Orang-orang beranggapan bahwa aku berhalusinasi terlalu tinggi. Lebih ekspilisitnya lagi, mereka berkata kalau aku seperti itu karena memakan magic mushroom, jamur yang tumbuh di atas kotoran sapi. Seseorang yang telah menyantap magic mushroom akan berhalusinasi. Jangan coba-coba memakannya, itu berbahaya! Efeknya sama seperti menggunakan narkoba. Tidak pernah aku mau memakannya, walaupun dijadikan jamur goreng renyah atau disiram saus tiram. Lagipula, kau tidak mau akan jadi bahan tertawaan orang lain karena halusinasi yang aneh, semisal dikejar-kejar oleh genderuwa. Perihal genderuwa, aku memiliki pengalaman yang bisa disebut mengerikan dan juga unik. Inilah yang membuat aku dicurigai berhalusinasi.
Suatu hari di sekolah, aku pernah diberikan tugas oleh guru untuk membuat cerita mengenai mitos yang beredar di Indonesia. Negara ini memiliki mitos yang beragam, ngeri, dan terkadang tak masuk akal. Ku tulis saja apa yang pernah aku rasakan kalau aku pernah bercakap-cakap dengan genderuwa.
“Siapa yang mau maju ke depan?” tanya Pak Guru. Aku yang senang berbagi cerita tak keberatan untuk mengajukan diri. Ku acungkan tanganku, dan setelah itu aku maju ke depan kelas. Saat aku dewasa nanti, mungkin aku akan menjadi pendongeng unggul.
Aku memulai ceritaku. Ini berkaitan dengan presipitasi, yang biasa juga disebut hujan. Kalau kau belajar geografi di SMA, pasti tahu tentang siklus air di bagian tentang hidrosfer. Dari air yang berkondensasi lalu menumpuk di langit menjadi gumpalan kapas putih yang tebal namun ringan.

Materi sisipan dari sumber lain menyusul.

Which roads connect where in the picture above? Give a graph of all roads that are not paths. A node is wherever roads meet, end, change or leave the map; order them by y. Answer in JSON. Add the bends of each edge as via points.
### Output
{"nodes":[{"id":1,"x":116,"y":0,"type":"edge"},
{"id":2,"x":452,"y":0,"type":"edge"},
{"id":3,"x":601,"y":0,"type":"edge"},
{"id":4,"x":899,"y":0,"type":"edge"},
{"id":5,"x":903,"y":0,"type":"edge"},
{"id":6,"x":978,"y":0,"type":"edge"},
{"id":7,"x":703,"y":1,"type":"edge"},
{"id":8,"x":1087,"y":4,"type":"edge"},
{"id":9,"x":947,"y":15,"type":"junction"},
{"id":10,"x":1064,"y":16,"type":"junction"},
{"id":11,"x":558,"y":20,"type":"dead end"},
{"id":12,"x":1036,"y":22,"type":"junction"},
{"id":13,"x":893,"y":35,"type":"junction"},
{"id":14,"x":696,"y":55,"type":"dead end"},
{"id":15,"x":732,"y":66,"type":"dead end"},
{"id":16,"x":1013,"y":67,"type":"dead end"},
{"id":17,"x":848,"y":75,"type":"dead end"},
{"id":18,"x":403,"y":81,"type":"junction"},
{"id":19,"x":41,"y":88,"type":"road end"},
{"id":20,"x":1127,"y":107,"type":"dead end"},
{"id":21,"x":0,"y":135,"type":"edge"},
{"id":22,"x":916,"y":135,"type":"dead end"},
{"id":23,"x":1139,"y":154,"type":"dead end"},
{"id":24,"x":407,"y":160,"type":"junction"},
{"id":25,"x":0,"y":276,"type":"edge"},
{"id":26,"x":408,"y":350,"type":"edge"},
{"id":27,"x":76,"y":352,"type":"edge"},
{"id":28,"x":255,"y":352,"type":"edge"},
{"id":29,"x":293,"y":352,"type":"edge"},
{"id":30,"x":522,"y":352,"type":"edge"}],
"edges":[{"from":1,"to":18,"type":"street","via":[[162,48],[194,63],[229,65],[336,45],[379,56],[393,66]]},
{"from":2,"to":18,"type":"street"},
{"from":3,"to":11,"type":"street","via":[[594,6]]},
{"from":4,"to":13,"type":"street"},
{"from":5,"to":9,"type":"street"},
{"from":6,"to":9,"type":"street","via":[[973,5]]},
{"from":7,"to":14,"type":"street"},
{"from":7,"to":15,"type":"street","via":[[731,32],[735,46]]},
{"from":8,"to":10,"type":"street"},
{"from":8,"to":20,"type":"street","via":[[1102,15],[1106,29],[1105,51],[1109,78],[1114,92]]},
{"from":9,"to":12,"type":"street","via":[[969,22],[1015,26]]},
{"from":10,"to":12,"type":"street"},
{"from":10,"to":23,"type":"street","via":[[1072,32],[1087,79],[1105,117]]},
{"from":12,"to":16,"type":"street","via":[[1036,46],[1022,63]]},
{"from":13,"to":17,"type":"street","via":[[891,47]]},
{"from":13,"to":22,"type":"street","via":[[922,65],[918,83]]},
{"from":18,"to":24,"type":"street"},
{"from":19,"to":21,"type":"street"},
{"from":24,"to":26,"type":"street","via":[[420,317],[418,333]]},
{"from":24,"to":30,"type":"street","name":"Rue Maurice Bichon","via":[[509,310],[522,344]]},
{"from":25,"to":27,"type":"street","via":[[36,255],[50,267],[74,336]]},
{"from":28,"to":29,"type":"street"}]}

Kalau awan sedang bersedih dan warnanya berubah menjadi gelap, dia pun menangis. Turunlah hujan. Kalau secara ilmiah begitu.
Mitos berkaitan dengan hujan banyak. Salah satunya melibatkan sapi. Mitos ini banyak diyakini karena sudah beberapa kali akurat. Ayahku percnah bercerita, suatu hari sapinya hanya berbaring lama. Tak berapa lama, bulir-bulir air turun. Ini dipercaya karena sapi berdiri kalau suhu tubuhnya sedang naik. Kalau mereka merasa suhu tubuhnya turun karena mau hujan, mereka akan berbaring untuk menghangatkan badan.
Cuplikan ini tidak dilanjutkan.